Music And Suggestibility

Music And Suggestibility

Okay: suppose - just for argument's sake - that the music folks listen to and enjoy can and does put them into hypnosis. What are the implications of that?

In fact, I must qualify the above proper away. After I use the word "hypnosis" in this context I do not mean the kind of passive and relaxed state which one experiences below the steerage of a hypnotherapist. What I'm referring to is just the kind of shift within the high quality of consciousness which occurs if you find yourself absorbed within the music you want - whether or not you're gyrating on a dance flooring, amid flashing lights and ear-splitting din, or sitting quietly mesmerised by a Chopin nocturne. I believe that any such shift of consciousness renders us more suggestible.

I also need to state the obvious. We aren't puppets or computers. Whatever state of consciousness we happen to be in we don't respond instantly, absolutely and positively to every suggestion we encounter. And but, in hypnoidal states of consciousness, we're more suggestible than in "regular" waking consciousness. So - to restate the opening question, if music places us right into a hypnoidal state, what are the likely penalties?

Once more, to state the obvious, it will depend on what sort of music you are listening to, and why. What kind of music do people listen to at present? All sorts. There is an viewers for jazz, folk, classical, and so on. But - and I do know this is a sweeping generalization - the majority of folks, particularly youthful folks, listen to what sells, to what's in fashion.

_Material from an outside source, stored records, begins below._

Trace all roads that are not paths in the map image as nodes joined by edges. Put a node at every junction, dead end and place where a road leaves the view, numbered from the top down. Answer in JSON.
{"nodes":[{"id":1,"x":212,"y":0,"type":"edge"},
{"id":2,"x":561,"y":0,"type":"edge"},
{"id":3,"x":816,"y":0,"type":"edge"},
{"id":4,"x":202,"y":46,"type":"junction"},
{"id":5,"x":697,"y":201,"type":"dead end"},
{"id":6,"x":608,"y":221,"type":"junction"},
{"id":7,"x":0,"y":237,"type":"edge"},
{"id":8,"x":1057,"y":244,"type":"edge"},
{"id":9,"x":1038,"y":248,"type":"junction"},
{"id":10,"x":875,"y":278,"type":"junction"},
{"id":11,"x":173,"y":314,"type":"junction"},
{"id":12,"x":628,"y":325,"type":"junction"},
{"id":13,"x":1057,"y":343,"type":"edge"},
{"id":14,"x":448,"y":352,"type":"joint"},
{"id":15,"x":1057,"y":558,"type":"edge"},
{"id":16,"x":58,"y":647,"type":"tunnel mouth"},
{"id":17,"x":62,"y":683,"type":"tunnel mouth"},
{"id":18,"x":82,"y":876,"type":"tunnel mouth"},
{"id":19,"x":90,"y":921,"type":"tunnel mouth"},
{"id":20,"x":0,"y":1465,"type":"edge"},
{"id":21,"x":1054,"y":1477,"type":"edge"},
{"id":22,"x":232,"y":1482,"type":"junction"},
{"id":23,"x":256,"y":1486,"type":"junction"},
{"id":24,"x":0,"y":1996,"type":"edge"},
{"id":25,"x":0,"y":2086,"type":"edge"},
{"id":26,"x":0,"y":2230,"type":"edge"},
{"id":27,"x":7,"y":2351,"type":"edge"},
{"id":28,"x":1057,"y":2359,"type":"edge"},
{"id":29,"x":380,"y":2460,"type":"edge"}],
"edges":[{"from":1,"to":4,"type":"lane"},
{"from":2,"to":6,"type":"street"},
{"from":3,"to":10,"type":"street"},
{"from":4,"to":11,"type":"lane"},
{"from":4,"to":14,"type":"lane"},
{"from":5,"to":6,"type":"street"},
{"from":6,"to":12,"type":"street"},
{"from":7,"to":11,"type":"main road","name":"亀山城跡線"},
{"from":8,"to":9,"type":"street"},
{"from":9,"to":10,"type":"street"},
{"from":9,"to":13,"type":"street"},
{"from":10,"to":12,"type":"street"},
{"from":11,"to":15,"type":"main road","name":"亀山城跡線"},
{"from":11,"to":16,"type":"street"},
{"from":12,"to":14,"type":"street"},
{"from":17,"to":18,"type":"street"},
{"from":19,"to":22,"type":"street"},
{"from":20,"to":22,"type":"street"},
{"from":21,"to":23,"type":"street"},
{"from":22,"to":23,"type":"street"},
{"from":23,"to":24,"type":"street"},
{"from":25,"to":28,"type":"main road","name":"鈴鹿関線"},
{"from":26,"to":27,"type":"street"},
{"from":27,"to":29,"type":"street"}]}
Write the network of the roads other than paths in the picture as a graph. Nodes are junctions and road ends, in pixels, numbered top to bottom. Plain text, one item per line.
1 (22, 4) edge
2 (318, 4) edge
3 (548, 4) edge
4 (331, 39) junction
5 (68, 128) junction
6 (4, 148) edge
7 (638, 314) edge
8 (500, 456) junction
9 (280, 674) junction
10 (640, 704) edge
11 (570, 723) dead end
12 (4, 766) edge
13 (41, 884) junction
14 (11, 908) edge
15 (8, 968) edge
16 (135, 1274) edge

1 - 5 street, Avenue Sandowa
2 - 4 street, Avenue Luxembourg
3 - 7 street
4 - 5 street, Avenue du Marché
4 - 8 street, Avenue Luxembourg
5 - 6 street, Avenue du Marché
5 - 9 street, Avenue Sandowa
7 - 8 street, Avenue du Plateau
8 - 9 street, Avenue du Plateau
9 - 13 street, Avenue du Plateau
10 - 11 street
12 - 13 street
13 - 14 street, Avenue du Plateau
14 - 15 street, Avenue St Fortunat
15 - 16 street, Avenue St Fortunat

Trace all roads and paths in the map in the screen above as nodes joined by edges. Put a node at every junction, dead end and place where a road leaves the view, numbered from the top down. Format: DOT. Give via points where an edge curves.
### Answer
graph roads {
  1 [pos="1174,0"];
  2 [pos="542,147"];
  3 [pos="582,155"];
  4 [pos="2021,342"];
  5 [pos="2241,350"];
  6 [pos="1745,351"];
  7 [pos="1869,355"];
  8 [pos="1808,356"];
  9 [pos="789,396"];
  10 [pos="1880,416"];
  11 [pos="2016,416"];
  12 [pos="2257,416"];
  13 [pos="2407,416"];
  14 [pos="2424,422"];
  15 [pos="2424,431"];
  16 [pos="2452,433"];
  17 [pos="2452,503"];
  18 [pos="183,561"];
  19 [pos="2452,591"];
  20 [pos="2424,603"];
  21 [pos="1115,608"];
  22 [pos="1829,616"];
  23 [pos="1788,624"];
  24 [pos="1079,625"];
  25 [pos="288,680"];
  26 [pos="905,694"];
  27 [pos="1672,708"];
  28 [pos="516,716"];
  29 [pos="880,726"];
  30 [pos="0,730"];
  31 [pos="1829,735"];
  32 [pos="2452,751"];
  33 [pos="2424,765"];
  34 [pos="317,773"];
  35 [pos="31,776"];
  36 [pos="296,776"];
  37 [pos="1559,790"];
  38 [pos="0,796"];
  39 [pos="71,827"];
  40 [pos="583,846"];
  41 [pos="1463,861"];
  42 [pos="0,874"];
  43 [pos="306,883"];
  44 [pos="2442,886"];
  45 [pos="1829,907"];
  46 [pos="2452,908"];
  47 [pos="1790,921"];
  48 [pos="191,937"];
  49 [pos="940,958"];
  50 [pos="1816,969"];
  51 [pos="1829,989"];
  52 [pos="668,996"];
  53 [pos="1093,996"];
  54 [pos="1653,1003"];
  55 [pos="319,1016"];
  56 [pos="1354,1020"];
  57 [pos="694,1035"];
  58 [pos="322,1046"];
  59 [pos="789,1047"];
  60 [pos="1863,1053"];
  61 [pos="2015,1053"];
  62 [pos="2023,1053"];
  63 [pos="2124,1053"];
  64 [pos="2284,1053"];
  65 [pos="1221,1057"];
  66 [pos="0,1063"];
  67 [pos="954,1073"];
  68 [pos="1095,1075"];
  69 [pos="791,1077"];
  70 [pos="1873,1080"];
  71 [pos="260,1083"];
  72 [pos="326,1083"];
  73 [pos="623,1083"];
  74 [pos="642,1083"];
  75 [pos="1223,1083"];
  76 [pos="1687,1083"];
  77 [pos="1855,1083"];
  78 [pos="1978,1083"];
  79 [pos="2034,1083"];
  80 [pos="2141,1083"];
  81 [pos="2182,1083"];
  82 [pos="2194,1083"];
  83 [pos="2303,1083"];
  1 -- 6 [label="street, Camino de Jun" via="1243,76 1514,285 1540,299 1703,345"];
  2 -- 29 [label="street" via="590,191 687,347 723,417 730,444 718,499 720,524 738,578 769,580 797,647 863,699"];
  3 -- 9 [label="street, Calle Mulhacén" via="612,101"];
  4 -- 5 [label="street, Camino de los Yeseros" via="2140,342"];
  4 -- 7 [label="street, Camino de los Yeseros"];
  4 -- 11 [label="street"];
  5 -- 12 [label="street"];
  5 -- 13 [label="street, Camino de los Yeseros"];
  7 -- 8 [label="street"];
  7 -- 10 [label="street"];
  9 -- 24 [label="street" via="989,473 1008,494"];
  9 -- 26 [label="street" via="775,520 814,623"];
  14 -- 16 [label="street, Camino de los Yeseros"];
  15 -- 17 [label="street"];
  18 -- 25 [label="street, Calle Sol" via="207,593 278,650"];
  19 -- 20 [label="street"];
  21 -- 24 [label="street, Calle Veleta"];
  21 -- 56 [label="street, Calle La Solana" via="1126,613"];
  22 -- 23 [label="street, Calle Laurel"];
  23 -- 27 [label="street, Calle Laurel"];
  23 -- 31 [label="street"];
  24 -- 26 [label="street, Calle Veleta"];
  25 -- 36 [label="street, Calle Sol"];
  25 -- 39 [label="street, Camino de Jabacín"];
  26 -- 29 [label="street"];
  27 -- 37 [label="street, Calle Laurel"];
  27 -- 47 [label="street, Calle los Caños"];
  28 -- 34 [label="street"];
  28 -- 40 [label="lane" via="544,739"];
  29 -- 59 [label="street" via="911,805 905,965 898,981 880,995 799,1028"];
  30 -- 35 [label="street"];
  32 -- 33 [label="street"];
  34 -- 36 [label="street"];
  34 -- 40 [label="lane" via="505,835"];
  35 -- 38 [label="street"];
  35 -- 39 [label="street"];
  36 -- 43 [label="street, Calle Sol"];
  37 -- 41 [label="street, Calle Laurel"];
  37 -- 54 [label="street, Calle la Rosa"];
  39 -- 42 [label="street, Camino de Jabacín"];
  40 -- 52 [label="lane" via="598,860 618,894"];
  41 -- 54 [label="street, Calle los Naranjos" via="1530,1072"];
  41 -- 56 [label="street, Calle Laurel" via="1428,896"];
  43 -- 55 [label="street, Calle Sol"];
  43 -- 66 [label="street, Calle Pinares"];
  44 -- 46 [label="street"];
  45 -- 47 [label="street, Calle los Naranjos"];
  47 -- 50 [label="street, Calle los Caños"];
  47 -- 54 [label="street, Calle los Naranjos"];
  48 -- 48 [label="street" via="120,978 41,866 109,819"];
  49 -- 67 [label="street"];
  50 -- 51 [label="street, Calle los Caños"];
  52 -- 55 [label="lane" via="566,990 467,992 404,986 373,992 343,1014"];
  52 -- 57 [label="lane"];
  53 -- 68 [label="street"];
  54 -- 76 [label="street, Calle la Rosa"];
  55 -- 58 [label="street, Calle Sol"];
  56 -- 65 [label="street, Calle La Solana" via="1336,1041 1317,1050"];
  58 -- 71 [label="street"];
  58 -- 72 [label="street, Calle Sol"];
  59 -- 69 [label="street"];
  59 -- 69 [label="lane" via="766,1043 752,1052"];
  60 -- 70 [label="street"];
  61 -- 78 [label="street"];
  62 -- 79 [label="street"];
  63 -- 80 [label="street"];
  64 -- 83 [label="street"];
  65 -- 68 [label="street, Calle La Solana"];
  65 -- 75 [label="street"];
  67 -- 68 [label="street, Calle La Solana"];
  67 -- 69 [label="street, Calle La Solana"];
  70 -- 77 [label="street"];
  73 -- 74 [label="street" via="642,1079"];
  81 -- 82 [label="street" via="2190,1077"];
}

Certainly everyone on Britain who lived via the 60s, 70s and 80s will remember High of the Pops on television and Alan Freeman's chart countdown show on the radio. In these days, almost eachbody oknew - or no less than had a tough concept - which track was at Number One.

Have you learnt which music is at Number One at this moment? Me neither. But I assumed I might have a fast look at the High 3 as a sign of what a considerable proportion of the inhabitants, if not the majority, are listening to on the moment. This would also give me some thought of what solutions are being communicated by way of music.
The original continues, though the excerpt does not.